What the exercise asks => Nothing but a number should be given: how many lines of the records include "Mona"?

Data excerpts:
•••

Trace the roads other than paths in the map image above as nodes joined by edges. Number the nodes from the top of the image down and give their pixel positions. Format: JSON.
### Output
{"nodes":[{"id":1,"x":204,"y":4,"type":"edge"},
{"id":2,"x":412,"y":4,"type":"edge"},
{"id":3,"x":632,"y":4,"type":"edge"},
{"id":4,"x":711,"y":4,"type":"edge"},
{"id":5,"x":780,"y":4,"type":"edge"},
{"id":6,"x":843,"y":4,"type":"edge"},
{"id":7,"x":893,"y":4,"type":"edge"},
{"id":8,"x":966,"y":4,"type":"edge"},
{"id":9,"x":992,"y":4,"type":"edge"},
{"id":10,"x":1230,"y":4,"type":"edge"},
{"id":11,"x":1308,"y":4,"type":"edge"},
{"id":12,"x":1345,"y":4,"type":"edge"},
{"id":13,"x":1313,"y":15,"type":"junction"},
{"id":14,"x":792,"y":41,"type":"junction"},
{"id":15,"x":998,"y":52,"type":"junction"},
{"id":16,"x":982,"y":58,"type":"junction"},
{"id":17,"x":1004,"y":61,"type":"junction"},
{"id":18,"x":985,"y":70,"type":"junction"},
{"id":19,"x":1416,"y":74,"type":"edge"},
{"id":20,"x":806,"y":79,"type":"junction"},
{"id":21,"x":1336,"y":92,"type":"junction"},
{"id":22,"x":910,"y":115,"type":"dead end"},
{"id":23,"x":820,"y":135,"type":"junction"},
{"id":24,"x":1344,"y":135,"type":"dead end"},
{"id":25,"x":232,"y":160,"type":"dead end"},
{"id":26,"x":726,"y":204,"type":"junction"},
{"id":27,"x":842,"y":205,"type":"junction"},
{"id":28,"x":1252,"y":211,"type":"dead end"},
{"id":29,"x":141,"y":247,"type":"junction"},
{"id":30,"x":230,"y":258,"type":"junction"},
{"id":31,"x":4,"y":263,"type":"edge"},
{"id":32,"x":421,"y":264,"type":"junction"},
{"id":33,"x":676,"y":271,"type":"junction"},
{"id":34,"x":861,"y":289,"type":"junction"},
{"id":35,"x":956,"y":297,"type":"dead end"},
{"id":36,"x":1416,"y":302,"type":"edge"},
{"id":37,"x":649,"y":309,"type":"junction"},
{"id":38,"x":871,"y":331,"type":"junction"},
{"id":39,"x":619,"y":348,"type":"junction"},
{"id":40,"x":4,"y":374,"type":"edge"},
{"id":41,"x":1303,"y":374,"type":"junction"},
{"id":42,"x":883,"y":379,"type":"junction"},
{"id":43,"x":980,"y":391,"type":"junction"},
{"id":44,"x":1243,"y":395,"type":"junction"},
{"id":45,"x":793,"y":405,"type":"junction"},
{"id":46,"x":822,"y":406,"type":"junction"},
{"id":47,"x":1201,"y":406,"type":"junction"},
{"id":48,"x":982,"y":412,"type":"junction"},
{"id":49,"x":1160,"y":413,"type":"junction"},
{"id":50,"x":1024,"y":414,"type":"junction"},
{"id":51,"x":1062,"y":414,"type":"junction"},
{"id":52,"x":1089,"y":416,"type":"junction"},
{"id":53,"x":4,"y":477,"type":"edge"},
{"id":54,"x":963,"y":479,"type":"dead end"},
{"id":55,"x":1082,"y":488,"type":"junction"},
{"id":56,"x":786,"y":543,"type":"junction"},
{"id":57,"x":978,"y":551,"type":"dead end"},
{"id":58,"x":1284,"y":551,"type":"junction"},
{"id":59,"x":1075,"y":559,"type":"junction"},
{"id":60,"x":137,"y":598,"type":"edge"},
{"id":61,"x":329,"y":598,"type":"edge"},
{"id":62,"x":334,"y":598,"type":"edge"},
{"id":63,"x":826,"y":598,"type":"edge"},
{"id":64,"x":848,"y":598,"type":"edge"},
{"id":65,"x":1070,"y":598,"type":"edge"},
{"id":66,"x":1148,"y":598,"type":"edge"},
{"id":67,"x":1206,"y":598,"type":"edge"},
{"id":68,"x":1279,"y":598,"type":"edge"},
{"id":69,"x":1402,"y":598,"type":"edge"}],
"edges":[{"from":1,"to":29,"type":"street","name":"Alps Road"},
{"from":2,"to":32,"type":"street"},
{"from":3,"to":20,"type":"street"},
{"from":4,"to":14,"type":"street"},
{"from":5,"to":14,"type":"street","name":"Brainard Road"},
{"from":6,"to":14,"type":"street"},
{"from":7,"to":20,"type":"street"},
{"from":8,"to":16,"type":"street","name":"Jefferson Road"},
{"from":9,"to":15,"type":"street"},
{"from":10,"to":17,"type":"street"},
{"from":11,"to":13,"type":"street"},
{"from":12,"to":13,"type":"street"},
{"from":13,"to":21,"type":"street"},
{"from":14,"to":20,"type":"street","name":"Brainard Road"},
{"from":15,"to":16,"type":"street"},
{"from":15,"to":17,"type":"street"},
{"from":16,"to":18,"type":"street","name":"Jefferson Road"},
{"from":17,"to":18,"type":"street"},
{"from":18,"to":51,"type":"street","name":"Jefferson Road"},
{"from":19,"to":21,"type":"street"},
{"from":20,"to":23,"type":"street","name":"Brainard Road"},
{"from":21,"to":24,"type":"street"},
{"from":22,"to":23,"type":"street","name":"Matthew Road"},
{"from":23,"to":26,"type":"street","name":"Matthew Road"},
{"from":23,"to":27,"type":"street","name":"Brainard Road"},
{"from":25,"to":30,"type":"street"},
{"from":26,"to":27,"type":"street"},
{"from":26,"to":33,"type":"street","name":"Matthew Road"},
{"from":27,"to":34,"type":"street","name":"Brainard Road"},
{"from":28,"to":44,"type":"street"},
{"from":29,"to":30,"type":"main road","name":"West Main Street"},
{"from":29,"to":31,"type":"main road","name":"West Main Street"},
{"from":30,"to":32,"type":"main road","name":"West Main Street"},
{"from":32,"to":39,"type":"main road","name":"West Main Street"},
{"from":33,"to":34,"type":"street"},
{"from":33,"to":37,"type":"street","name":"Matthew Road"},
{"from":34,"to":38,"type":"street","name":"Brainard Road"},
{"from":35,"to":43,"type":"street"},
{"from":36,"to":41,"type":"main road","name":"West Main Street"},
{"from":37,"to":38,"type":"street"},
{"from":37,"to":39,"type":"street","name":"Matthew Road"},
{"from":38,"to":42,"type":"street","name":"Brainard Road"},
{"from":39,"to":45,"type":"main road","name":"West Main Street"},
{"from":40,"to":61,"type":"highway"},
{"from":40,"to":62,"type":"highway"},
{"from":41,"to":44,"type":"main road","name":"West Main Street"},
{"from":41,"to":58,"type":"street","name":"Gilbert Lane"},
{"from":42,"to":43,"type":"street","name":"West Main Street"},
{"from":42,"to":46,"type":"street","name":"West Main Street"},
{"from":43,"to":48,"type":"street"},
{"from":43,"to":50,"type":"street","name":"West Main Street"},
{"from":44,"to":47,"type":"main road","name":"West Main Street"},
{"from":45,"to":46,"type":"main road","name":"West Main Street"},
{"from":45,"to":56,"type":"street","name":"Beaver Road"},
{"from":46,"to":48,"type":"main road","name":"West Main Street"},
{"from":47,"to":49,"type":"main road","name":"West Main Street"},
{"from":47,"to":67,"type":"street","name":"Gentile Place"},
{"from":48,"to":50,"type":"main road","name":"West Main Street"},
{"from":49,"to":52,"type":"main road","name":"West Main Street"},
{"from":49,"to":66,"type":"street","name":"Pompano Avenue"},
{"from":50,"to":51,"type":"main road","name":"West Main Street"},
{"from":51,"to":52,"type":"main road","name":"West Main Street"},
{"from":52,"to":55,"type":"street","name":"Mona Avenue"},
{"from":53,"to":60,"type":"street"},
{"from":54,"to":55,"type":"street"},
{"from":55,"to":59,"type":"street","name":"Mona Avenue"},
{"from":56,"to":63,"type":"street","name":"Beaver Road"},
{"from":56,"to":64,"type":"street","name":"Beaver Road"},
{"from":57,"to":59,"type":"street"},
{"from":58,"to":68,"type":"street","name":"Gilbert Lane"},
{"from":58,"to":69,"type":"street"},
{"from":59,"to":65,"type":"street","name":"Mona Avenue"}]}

•••

Answer to this task => 3